As a part of this change, we are no longer presenting separate midstream or gas marketing segments in results or segment earnings guidance. The MoGas pipeline, which was previously reported in the Midstream segment, is now included in Corporate and Other. Explanations and reconciliations of these measures to their GAAP counterparts are contained in both our news release and slide presentation. On the call today are Scott Edward Doyle, President and Chief Executive Officer, and Adam W. Woodard, Executive Vice President and Chief Financial Officer. With that, I will turn the call over to Scott Edward Doyle. Scott?

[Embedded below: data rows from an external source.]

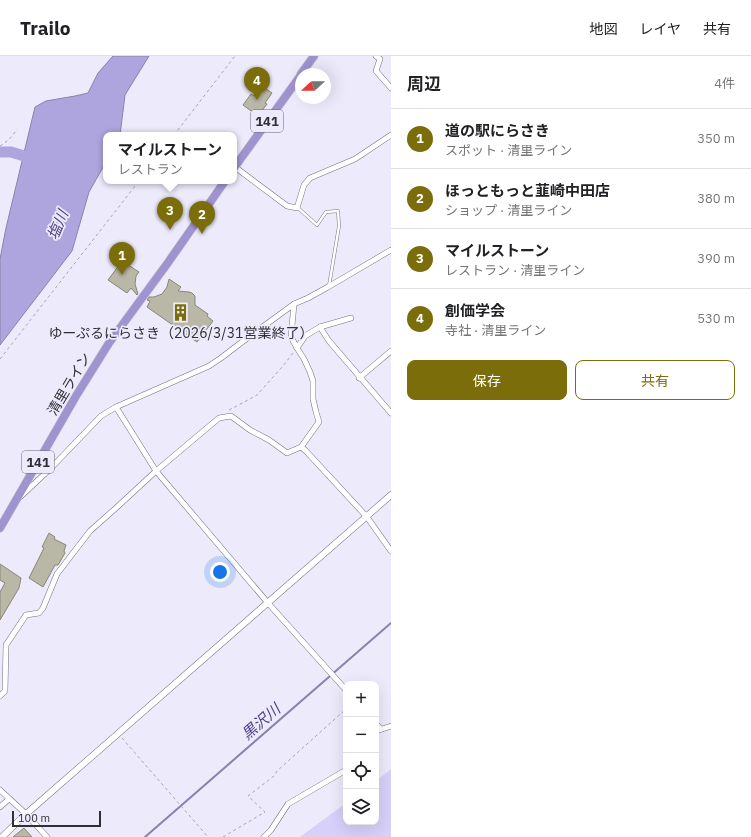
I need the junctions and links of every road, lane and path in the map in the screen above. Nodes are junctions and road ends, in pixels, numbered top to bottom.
1 (235, 56) edge
2 (314, 56) edge
3 (376, 56) edge
4 (305, 68) edge
5 (295, 82) edge
6 (391, 88) edge
7 (17, 129) dead end
8 (176, 132) edge
9 (391, 135) edge
10 (0, 146) edge
11 (237, 164) edge
12 (237, 170) edge
13 (137, 184) edge
14 (223, 184) edge
15 (297, 208) junction
16 (391, 250) edge
17 (328, 287) junction
18 (294, 304) junction
19 (350, 318) dead end
20 (320, 327) junction
21 (297, 348) junction
22 (391, 351) edge
23 (0, 359) edge
24 (359, 378) junction
25 (116, 406) junction
26 (230, 410) dead end
27 (391, 413) edge
28 (301, 446) junction
29 (156, 471) junction
30 (391, 495) edge
31 (15, 502) junction
32 (367, 517) junction
33 (0, 528) edge
34 (391, 551) edge
35 (268, 602) junction
36 (343, 687) edge
37 (0, 696) edge
38 (343, 711) edge
39 (391, 726) edge
40 (379, 730) edge
41 (118, 733) junction
42 (343, 772) edge
43 (0, 790) edge
44 (9, 799) junction
45 (0, 807) edge
46 (26, 814) junction
47 (2, 837) edge
48 (47, 837) edge
49 (208, 837) edge
50 (223, 837) edge
51 (264, 837) edge

1 - 8 path
2 - 4 highway, 141
3 - 6 street
5 - 11 highway, 141
7 - 10 path
9 - 15 street
12 - 15 street
13 - 23 path
14 - 31 highway, 清里ライン / 141
15 - 17 lane
16 - 17 street
17 - 18 street
18 - 21 street
18 - 25 street
19 - 20 street
20 - 21 street
20 - 24 street
21 - 26 path
21 - 28 street
22 - 24 street
24 - 27 street
25 - 29 street
25 - 31 street
28 - 29 street
28 - 32 street
29 - 35 street
29 - 37 street
30 - 32 street
31 - 33 highway, 清里ライン / 141
32 - 34 street
32 - 35 street
35 - 36 street
35 - 41 street
38 - 50 path
39 - 40 street
41 - 46 street
41 - 49 path
42 - 51 street
43 - 44 street
44 - 45 street
44 - 46 street
46 - 47 street
46 - 48 street

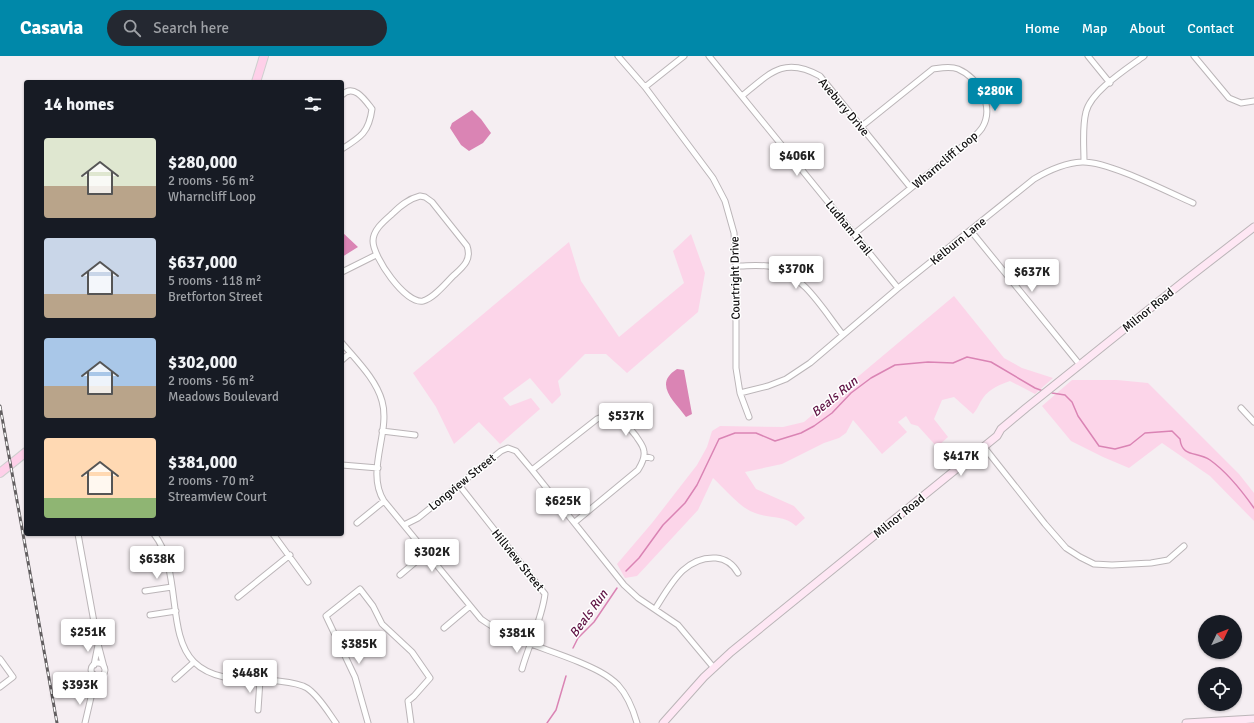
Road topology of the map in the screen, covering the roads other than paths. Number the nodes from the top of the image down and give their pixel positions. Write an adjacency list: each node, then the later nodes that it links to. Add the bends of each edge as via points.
1 (264, 56): 8 (main road)
2 (618, 56): 10 (street, Courtright Drive)
3 (684, 56): 10 (street)
4 (709, 56): 12 (street, Ludham Trail)
5 (1088, 56): 9 (street)
6 (1144, 56): 9 (street)
7 (1194, 56): 13 (street, via 1229,98 1241,103)
8 (257, 80)
9 (1110, 83): 16 (street, via 1098,93 1086,111)
10 (645, 87): 23 (street, Courtright Drive, via 713,178 726,201 734,233)
11 (344, 94): 15 (street, via 355,91 372,109 366,132)
12 (742, 96): 14 (street, Avebury Drive, via 778,68 793,65 820,76); 21 (street, Ludham Trail)
13 (1254, 101)
14 (862, 126): 17 (street, Avebury Drive); 17 (street, Wharncliff Loop, via 933,69 957,68 970,76 986,100 987,115 982,128)
15 (344, 148)
16 (1084, 162): 18 (street, Kelburn Lane, via 1101,164); 20 (street, Kelburn Lane, via 1068,163 1034,179)
17 (911, 188): 21 (street, Wharncliff Loop)
18 (1194, 203)
19 (1254, 227): 30 (main road, Milnor Road)
20 (971, 231): 25 (street, Kelburn Lane); 30 (street)
21 (854, 234): 25 (street, Ludham Trail)
22 (376, 255): 22 (street, via 408,297 417,301 430,298 461,269 467,262 469,251 468,246 432,202 420,196 403,204 382,223 373,240); 24 (street)
23 (736, 266): 26 (street, via 763,266 786,272 805,288); 31 (street, Courtright Drive, via 736,368)
24 (344, 271)
25 (898, 288): 26 (street, Kelburn Lane)
26 (843, 335): 31 (street, Kelburn Lane, via 810,363 786,378 768,386)
27 (344, 346): 28 (street)
28 (350, 353): 29 (street); 37 (street, via 378,388 383,402)
29 (344, 358)
30 (1080, 365): 39 (main road, Milnor Road, via 1001,429)
31 (740, 393): 35 (street, Courtright Drive)
32 (608, 407): 34 (street)
33 (1241, 408): 36 (street)
34 (608, 415): 41 (street, via 616,416 625,422 641,443); 45 (street, via 597,419)
35 (749, 417)
36 (1254, 422)
37 (382, 431): 38 (street); 44 (street)
38 (415, 435)
39 (984, 447): 55 (street, via 1066,548 1094,564 1112,566 1168,560); 75 (main road, Milnor Road)
40 (24, 454): 46 (main road)
41 (644, 456): 42 (street); 49 (street, via 638,470)
42 (651, 458)
43 (344, 465): 44 (street)
44 (378, 468): 48 (street, via 377,478)
45 (532, 470): 47 (street, Longview Street, via 516,451 508,448); 49 (street, Longview Street)
46 (0, 473)
47 (459, 485): 51 (street, Longview Street, via 418,518); 69 (street, Hillview Street, via 545,594 543,610)
48 (384, 501): 50 (street); 51 (street)
49 (574, 522): 65 (street, Longview Street, via 624,585)
50 (358, 523)
51 (404, 524): 56 (street)
52 (78, 536): 70 (street)
53 (156, 536): 61 (street, via 162,544)
54 (275, 536): 57 (street)
55 (1184, 546)
56 (426, 553): 59 (street); 64 (street)
57 (290, 555): 60 (street); 63 (street)
58 (738, 572): 65 (street, via 735,566 723,559 709,558 695,562 677,575)
59 (400, 575)
60 (308, 582)
61 (172, 587): 62 (street); 66 (street)
62 (145, 591)
63 (238, 596)
64 (470, 606): 68 (street); 69 (street, via 493,628)
65 (655, 609): 75 (street, Longview Street, via 681,628)
66 (176, 611): 67 (street); 72 (street, via 184,647)
67 (150, 615)
68 (444, 628)
69 (529, 643): 76 (street, Hillview Street); 89 (street, via 606,675 627,696)
70 (98, 644): 73 (street); 74 (street)
71 (0, 659): 81 (street, via 13,677)
72 (194, 662): 79 (street); 80 (street, via 210,674)
73 (94, 665): 74 (street, via 100,664); 77 (street)
74 (104, 667): 78 (street)
75 (714, 668): 90 (main road, Milnor Road)
76 (522, 669)
77 (93, 674): 78 (street, via 97,677); 82 (street)
78 (103, 675): 82 (street)
79 (175, 679)
80 (260, 680): 83 (street); 86 (street, via 291,682 307,688)
81 (0, 687)
82 (92, 693): 85 (street)
83 (258, 710)
84 (1254, 719): 91 (main road)
85 (85, 723)
86 (336, 723)
87 (368, 723): 88 (street, via 355,677 326,616 360,589 382,624 412,652 430,678 408,700)
88 (411, 723)
89 (637, 723)
90 (663, 723)
91 (1186, 723)

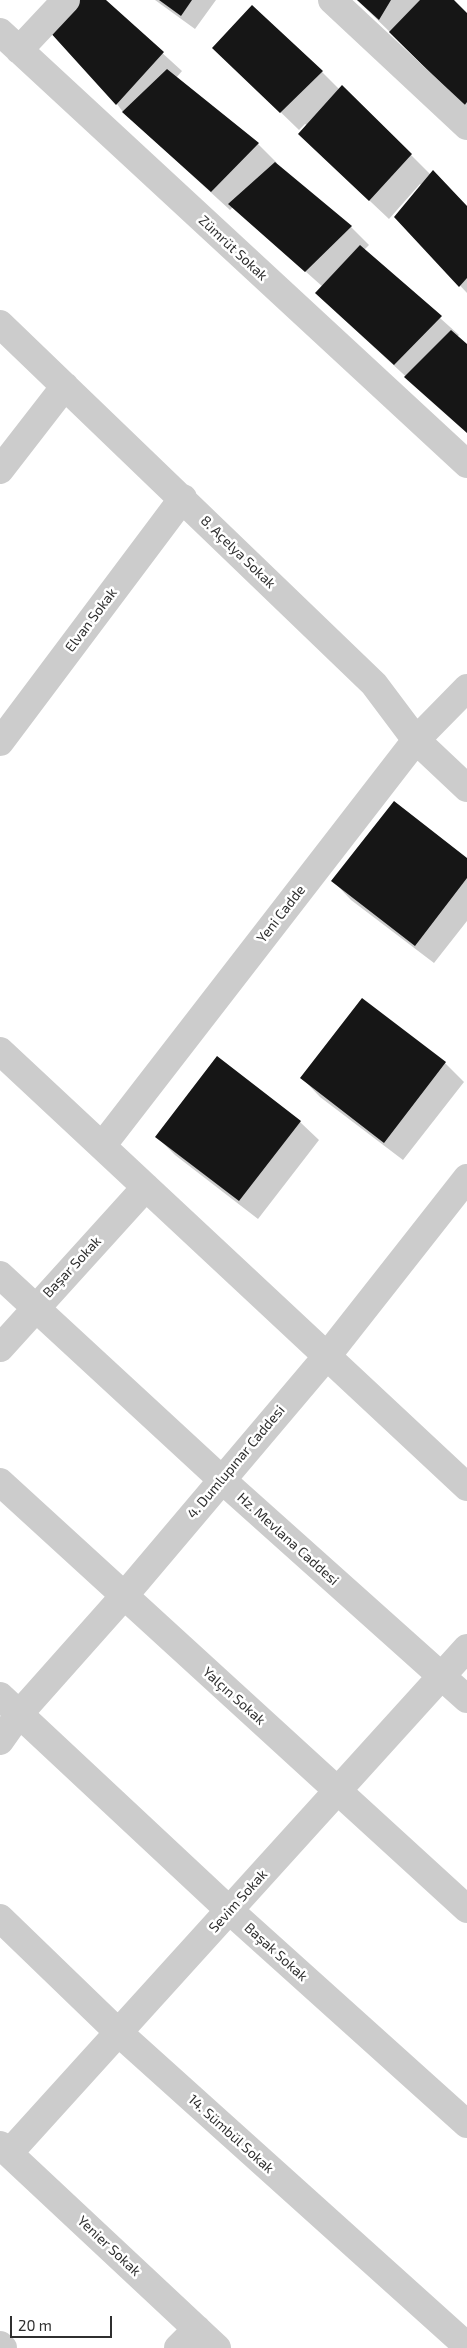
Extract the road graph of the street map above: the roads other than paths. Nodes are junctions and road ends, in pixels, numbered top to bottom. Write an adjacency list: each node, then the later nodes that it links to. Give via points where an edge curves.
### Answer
1 (66, 0): 3 (street)
2 (332, 0): 4 (street)
3 (10, 41): 7 (street, Zümrüt Sokak)
4 (467, 126)
5 (0, 324): 6 (street, 8. Açelya Sokak)
6 (66, 386): 8 (street); 9 (street, 8. Açelya Sokak)
7 (467, 464)
8 (0, 470)
9 (183, 498): 11 (street, 8. Açelya Sokak, via 374,684); 12 (street, Elvan Sokak)
10 (467, 688): 11 (street, Yeni Cadde)
11 (416, 740): 13 (street, 8. Açelya Sokak); 15 (street, Yeni Cadde)
12 (0, 742)
13 (467, 788)
14 (0, 1051): 15 (street)
15 (102, 1146): 17 (street)
16 (467, 1178): 21 (street, 4. Dumlupınar Caddesi)
17 (146, 1187): 19 (street, Başar Sokak); 21 (street)
18 (0, 1275): 19 (street, Hz. Mevlana Caddesi)
19 (35, 1307): 20 (street, Başar Sokak); 22 (street, Hz. Mevlana Caddesi)
20 (0, 1348)
21 (327, 1356): 22 (street, 4. Dumlupınar Caddesi); 24 (street)
22 (221, 1479): 25 (street, 4. Dumlupınar Caddesi); 27 (street, Hz. Mevlana Caddesi)
23 (0, 1482): 25 (street, Yalçın Sokak)
24 (467, 1488)
25 (124, 1596): 29 (street, 4. Dumlupınar Caddesi); 31 (street, Yalçın Sokak)
26 (467, 1648): 27 (street, Sevim Sokak)
27 (442, 1676): 28 (street, Hz. Mevlana Caddesi); 31 (street, Sevim Sokak)
28 (467, 1699)
29 (10, 1705): 30 (street, 4. Dumlupınar Caddesi); 33 (street, Başak Sokak)
30 (0, 1741)
31 (338, 1790): 32 (street, Yalçın Sokak); 33 (street, Sevim Sokak)
32 (467, 1909)
33 (229, 1910): 35 (street, Sevim Sokak); 36 (street, Başak Sokak)
34 (0, 1918): 35 (street, 14. Sümbül Sokak)
35 (119, 2033): 37 (street, Sevim Sokak); 39 (street, 14. Sümbül Sokak)
36 (467, 2124)
37 (5, 2149): 38 (street, Yenier Sokak)
38 (197, 2329): 40 (street); 41 (street, Yenier Sokak)
39 (467, 2346)
40 (178, 2348)
41 (218, 2348)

Scott Edward Doyle: Good morning, and thank you for joining us. This has been an exciting and transformative period for our company. Since announcing the acquisition of Piedmont Tennessee on July 29, 2025, we have successfully closed that transaction and taken decisive steps to further strengthen our portfolio. We announced agreements to sell Spire Storage and Spire Mississippi along with the sale of Spire Marketing, which have enabled us to fund the Tennessee acquisition without the need for external equity, while also sharpening our strategic focus on our regulated gas utility businesses. Together, these actions enhance the quality and visibility of our earnings, improve our overall risk profile, and position the company for more consistent long-term value creation.

I want to take a moment to thank our colleagues at Spire Marketing for their professionalism, dedication, and meaningful contribution over many years. Their work supported our customers, strengthened the organization, and helped to position the company for success in the future. Turning now to performance for the quarter on slide four. On a continuing basis, we delivered second quarter adjusted earnings per share of $3.76 compared to $3.17 in the prior year. Underpinning that result is what we focus on every day: safe, reliable natural gas delivery along with continued disciplined cost management and customer affordability.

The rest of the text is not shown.